| TASK DIRECTIONS |
Each line of the listing that contains "from" should be found and copied.

| MATERIAL SUPPLIED |
··········

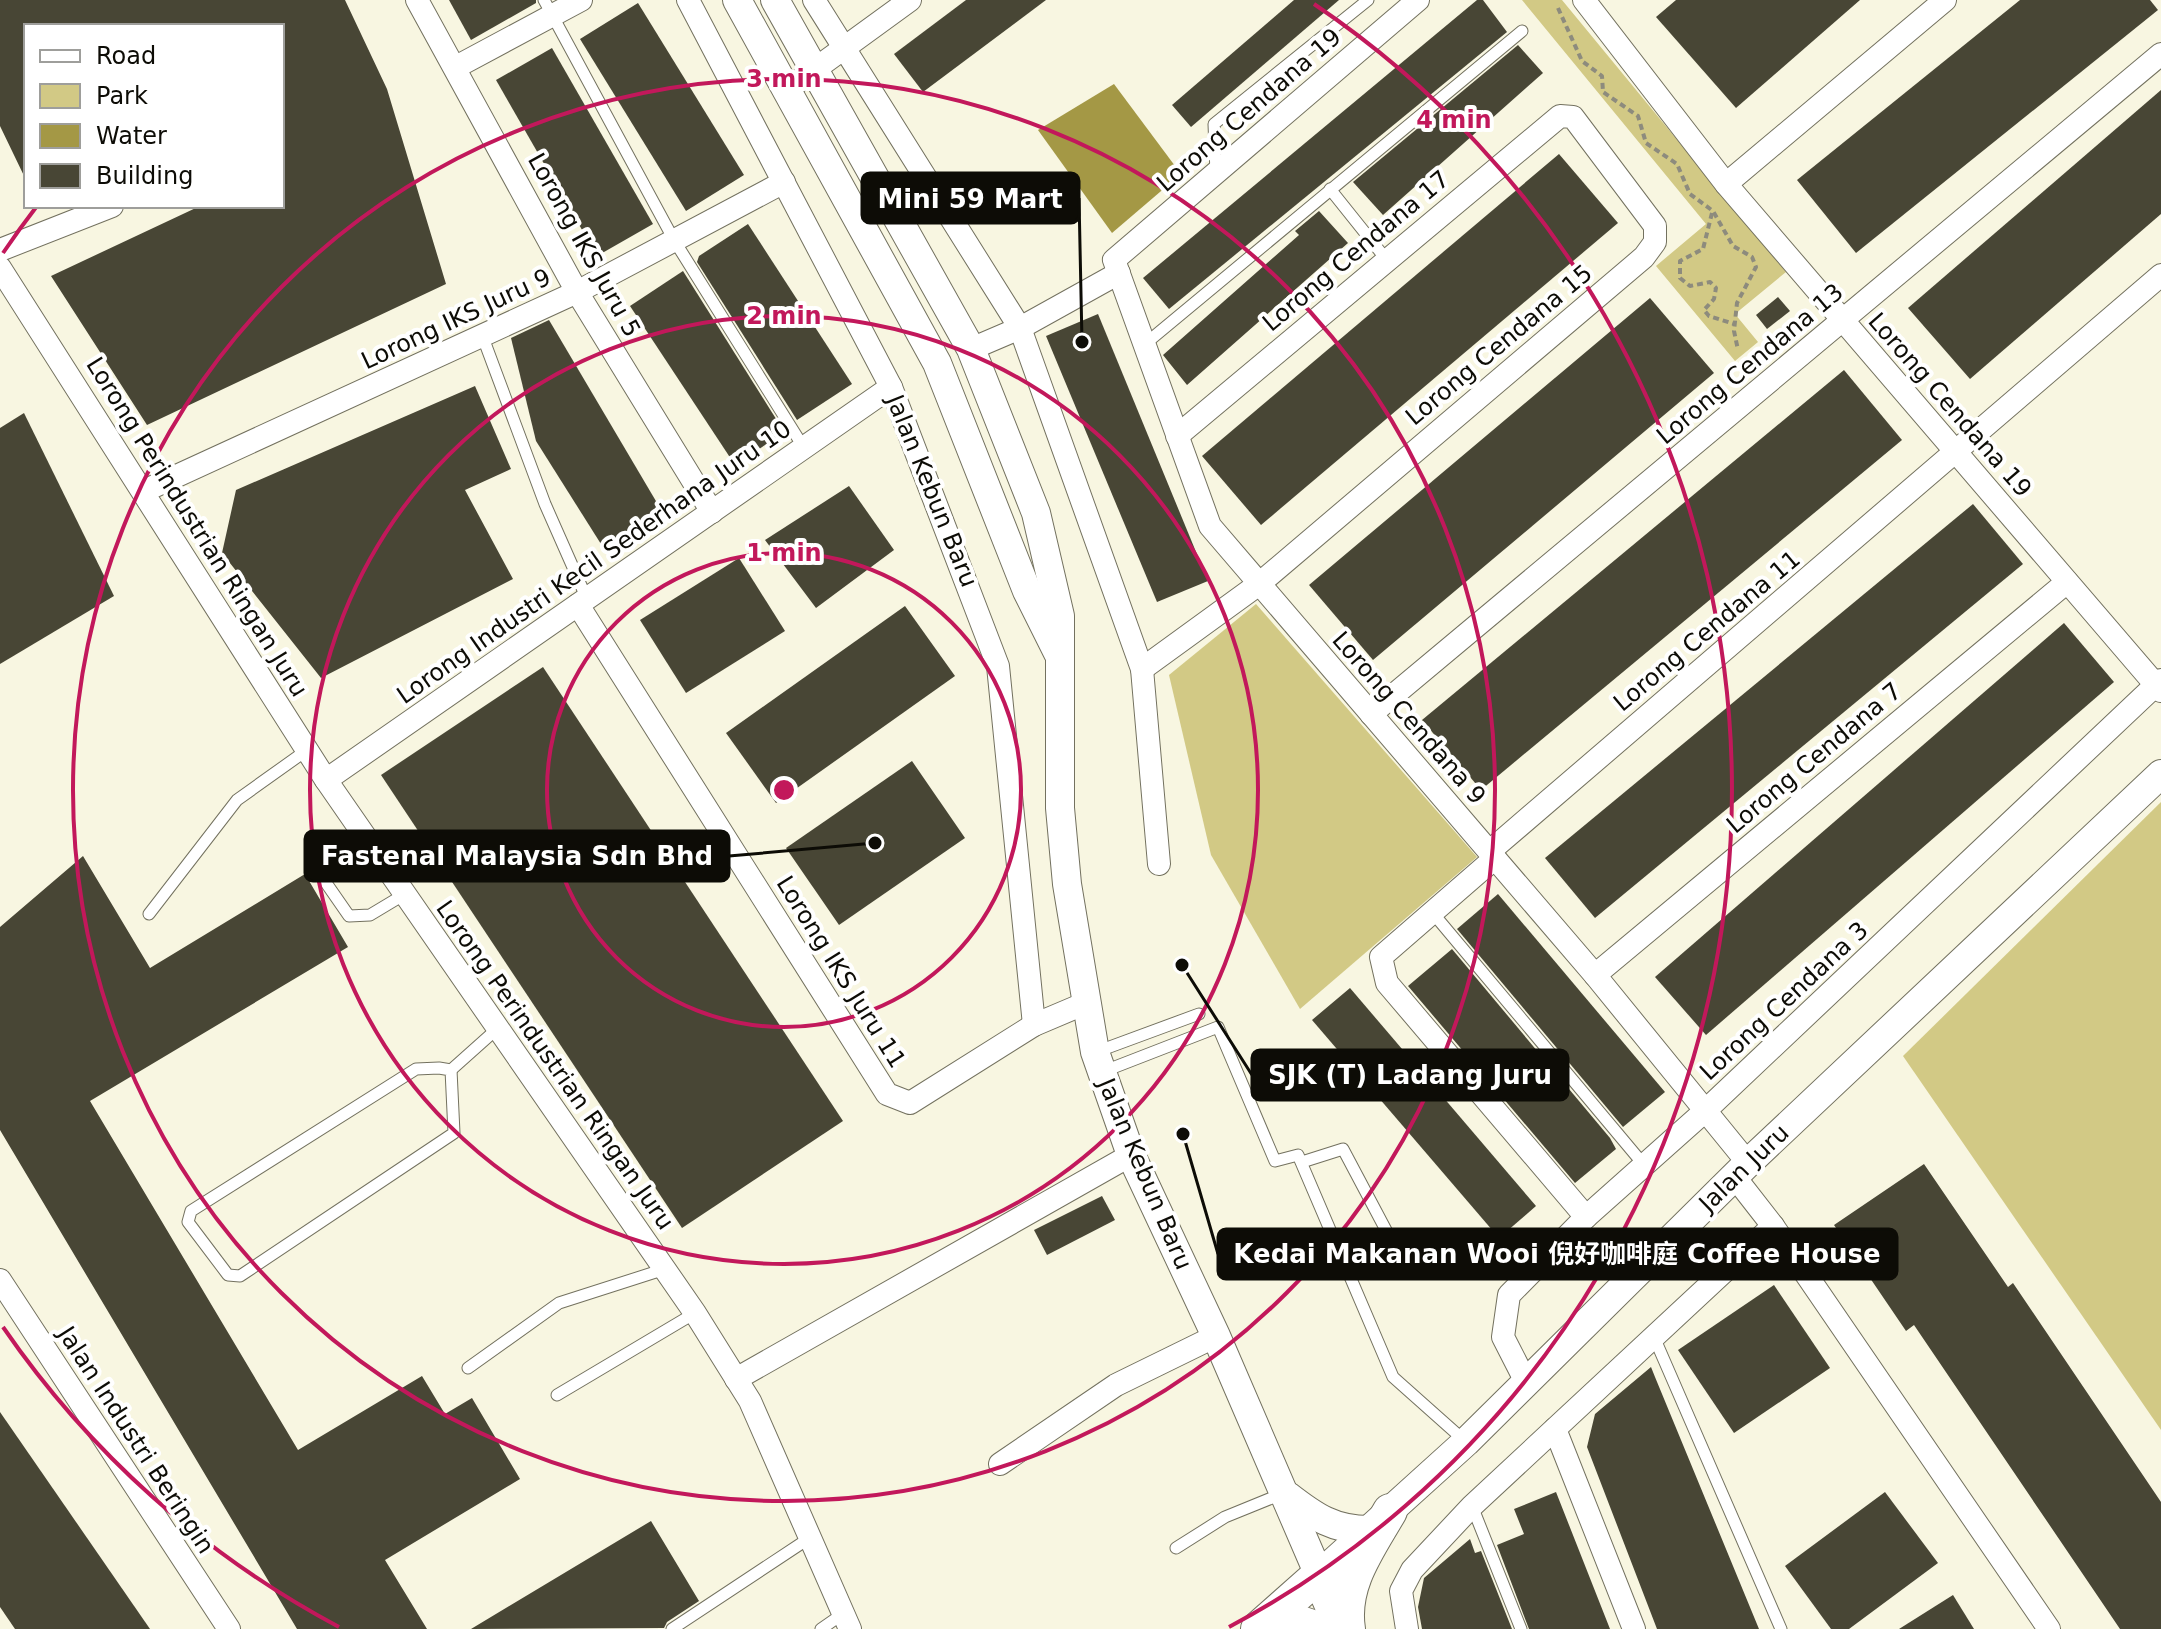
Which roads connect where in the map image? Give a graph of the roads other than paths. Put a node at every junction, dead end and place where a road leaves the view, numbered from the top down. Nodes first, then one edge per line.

··········

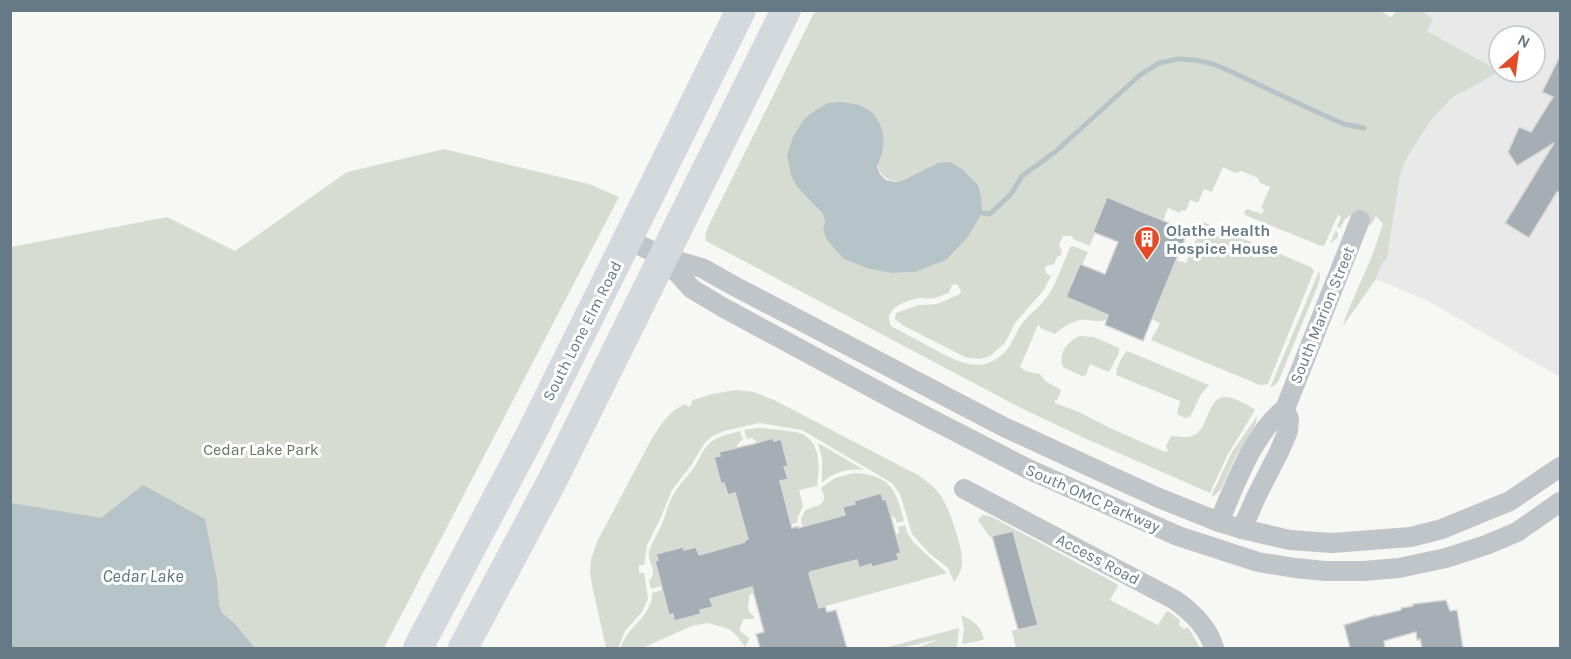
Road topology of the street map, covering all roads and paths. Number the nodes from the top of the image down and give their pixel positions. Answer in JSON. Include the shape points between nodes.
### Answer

··········

| EXERCISE RESULT |
Which roads connect where in the map image? Give a graph of the roads other than paths. Put a node at every junction, dead end and place where a road leaves the view, numbered from the top down. Nodes first, then one edge per line.
Road topology of the street map, covering all roads and paths. Number the nodes from the top of the image down and give their pixel positions. Answer in JSON. Include the shape points between nodes.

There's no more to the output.